Saved data entries:
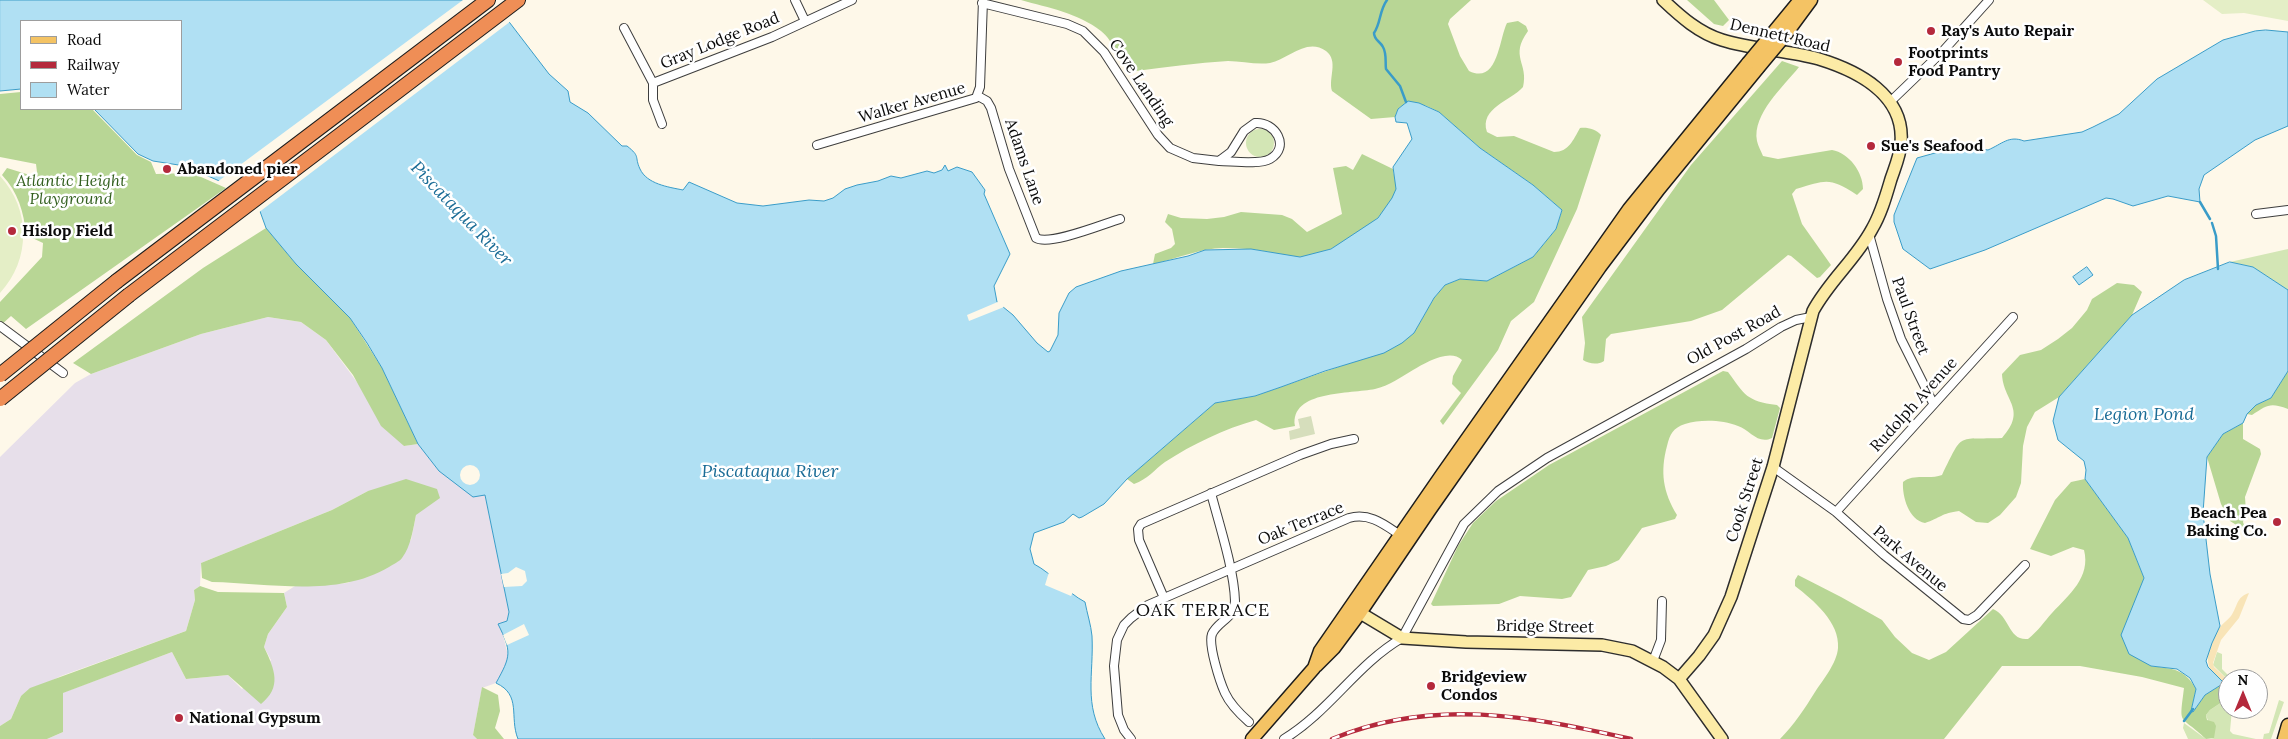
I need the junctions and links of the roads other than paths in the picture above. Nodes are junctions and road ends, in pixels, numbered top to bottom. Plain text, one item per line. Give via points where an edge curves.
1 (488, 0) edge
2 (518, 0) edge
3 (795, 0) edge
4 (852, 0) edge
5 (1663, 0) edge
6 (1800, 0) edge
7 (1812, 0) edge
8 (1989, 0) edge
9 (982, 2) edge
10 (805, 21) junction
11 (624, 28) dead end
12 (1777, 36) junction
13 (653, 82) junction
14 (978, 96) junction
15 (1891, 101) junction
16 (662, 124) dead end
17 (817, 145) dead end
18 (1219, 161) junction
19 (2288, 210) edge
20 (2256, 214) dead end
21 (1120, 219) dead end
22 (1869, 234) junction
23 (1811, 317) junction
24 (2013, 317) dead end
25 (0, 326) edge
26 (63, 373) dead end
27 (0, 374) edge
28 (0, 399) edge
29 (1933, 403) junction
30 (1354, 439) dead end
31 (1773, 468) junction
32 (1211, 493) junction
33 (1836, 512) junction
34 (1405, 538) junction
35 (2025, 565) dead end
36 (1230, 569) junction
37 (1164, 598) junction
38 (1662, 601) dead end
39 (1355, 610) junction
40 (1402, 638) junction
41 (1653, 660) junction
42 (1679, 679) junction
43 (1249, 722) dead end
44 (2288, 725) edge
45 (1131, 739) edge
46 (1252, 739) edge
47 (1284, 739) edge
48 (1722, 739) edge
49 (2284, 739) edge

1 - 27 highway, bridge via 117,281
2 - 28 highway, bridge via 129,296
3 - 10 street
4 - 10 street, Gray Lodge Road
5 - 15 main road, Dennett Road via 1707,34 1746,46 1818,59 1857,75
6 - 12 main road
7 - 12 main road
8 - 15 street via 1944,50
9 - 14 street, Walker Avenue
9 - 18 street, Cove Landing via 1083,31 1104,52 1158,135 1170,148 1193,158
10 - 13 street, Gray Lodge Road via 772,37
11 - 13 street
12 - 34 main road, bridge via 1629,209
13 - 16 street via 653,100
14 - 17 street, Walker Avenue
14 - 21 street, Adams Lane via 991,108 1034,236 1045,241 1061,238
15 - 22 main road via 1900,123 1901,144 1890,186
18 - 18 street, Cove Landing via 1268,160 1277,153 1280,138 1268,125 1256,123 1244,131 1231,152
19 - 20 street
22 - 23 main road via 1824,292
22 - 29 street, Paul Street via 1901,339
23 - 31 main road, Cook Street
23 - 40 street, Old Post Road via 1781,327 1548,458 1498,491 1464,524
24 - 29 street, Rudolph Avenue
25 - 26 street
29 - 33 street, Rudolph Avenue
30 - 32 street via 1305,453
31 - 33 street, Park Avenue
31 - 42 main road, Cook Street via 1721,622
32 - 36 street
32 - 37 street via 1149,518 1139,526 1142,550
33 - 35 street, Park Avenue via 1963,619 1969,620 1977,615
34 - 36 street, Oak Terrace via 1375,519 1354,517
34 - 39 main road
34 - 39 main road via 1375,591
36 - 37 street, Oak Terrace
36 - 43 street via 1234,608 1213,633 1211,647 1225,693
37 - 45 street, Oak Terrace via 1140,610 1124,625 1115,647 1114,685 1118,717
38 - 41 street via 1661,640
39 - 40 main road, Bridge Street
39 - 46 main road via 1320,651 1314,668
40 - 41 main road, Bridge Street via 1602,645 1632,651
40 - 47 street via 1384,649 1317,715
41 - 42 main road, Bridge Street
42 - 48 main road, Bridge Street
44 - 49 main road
* * *
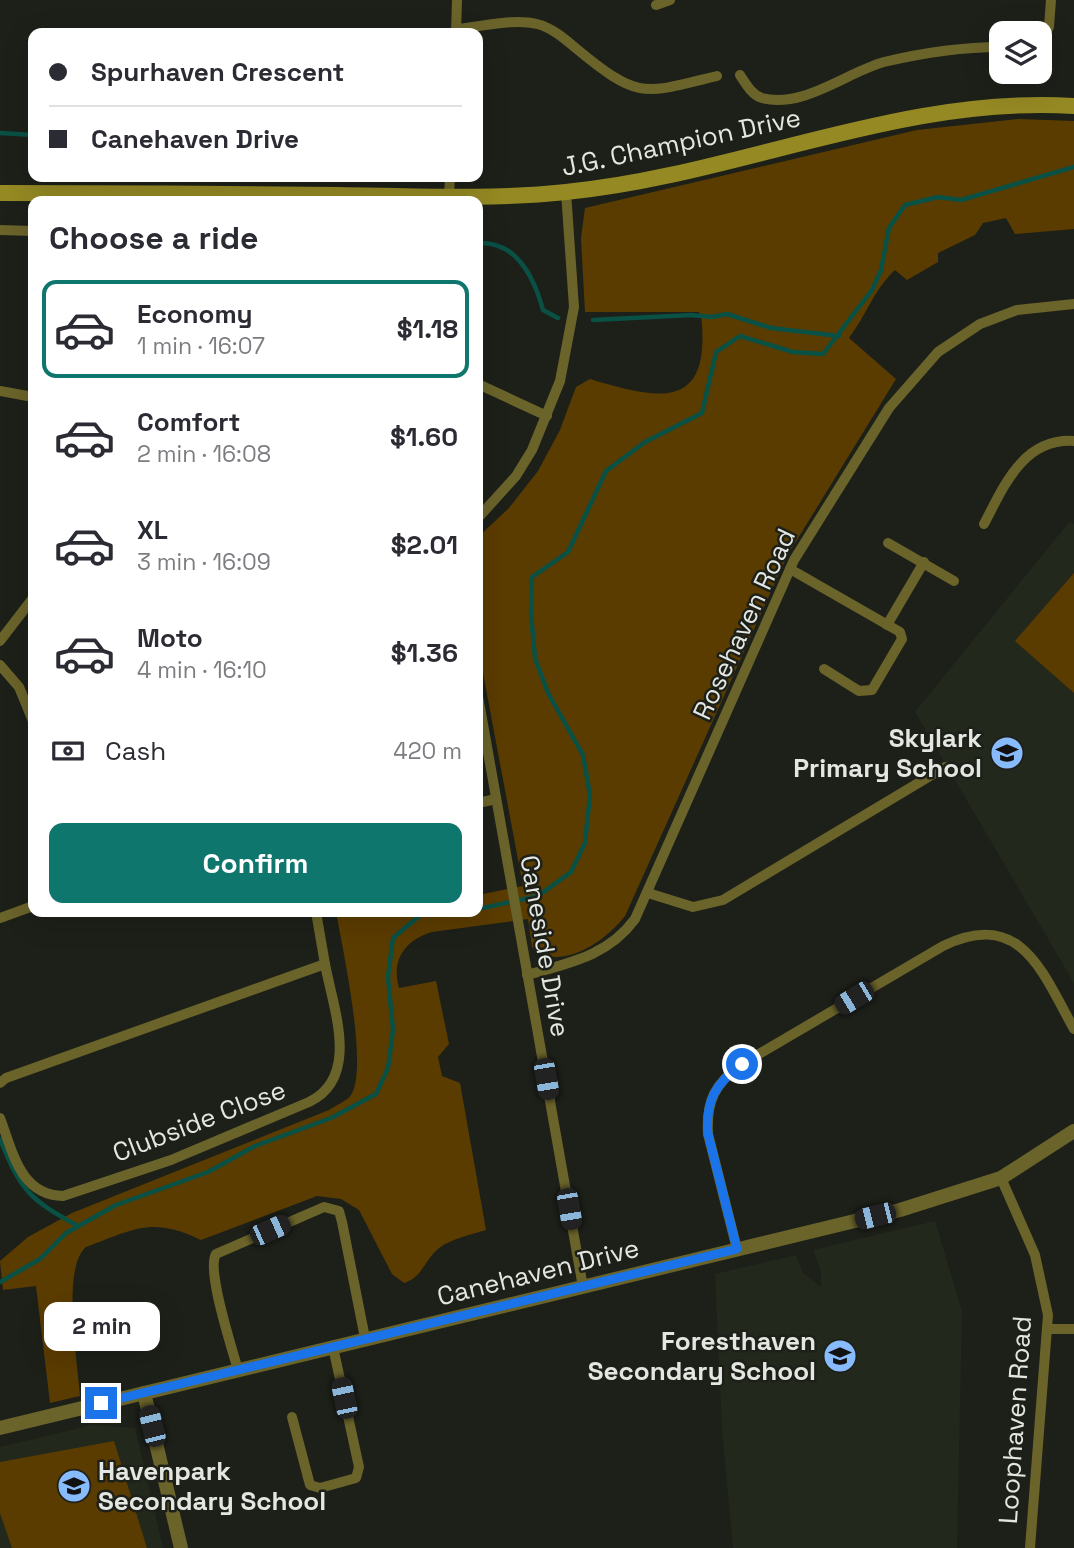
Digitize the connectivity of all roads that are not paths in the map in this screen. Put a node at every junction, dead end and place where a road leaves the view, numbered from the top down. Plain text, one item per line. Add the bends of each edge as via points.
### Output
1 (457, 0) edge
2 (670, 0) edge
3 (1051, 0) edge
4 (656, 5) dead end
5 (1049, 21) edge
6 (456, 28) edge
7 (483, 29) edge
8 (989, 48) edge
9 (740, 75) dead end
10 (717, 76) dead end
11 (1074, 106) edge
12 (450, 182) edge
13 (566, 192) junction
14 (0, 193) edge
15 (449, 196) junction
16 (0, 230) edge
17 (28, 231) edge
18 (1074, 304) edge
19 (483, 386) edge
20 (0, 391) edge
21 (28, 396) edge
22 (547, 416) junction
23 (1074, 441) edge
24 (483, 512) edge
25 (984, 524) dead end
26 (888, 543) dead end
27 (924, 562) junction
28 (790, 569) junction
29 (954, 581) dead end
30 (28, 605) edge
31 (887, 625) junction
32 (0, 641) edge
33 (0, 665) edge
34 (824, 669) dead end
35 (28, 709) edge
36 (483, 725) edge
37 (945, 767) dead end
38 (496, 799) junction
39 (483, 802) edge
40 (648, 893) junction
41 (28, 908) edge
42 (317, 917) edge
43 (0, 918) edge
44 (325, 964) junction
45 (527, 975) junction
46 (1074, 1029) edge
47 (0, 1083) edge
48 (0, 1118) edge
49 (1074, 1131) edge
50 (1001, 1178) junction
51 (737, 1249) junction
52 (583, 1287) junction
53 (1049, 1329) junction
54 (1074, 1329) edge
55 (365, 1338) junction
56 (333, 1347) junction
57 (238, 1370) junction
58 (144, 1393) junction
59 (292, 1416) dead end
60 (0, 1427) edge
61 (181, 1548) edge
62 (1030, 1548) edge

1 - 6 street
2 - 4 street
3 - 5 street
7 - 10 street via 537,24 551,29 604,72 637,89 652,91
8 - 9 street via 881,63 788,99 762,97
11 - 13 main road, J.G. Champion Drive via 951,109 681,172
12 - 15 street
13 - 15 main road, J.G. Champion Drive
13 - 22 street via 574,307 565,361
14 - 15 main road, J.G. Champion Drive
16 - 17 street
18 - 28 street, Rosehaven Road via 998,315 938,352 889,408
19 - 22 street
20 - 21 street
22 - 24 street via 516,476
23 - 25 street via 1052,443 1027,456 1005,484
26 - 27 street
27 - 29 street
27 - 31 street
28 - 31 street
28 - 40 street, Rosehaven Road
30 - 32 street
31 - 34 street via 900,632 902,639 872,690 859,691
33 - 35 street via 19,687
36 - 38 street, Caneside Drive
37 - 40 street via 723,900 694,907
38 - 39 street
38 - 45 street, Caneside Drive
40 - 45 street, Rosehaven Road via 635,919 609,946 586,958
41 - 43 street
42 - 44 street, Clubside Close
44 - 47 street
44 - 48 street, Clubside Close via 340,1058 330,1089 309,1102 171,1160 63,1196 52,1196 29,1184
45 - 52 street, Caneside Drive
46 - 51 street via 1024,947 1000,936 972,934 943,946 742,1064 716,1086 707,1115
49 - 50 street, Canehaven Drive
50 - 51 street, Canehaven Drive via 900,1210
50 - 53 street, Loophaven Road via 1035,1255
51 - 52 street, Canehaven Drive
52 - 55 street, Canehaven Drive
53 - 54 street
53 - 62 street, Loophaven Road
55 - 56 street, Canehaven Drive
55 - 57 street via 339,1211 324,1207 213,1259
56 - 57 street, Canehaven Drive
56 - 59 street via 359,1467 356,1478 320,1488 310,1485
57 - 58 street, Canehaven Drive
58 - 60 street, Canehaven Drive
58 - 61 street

* Task prompt
Filter the data above by the word "Plain" and copy every line that matches.

* Solution to the exercise
I need the junctions and links of the roads other than paths in the picture above. Nodes are junctions and road ends, in pixels, numbered top to bottom. Plain text, one item per line. Give via points where an edge curves.
Digitize the connectivity of all roads that are not paths in the map in this screen. Put a node at every junction, dead end and place where a road leaves the view, numbered from the top down. Plain text, one item per line. Add the bends of each edge as via points.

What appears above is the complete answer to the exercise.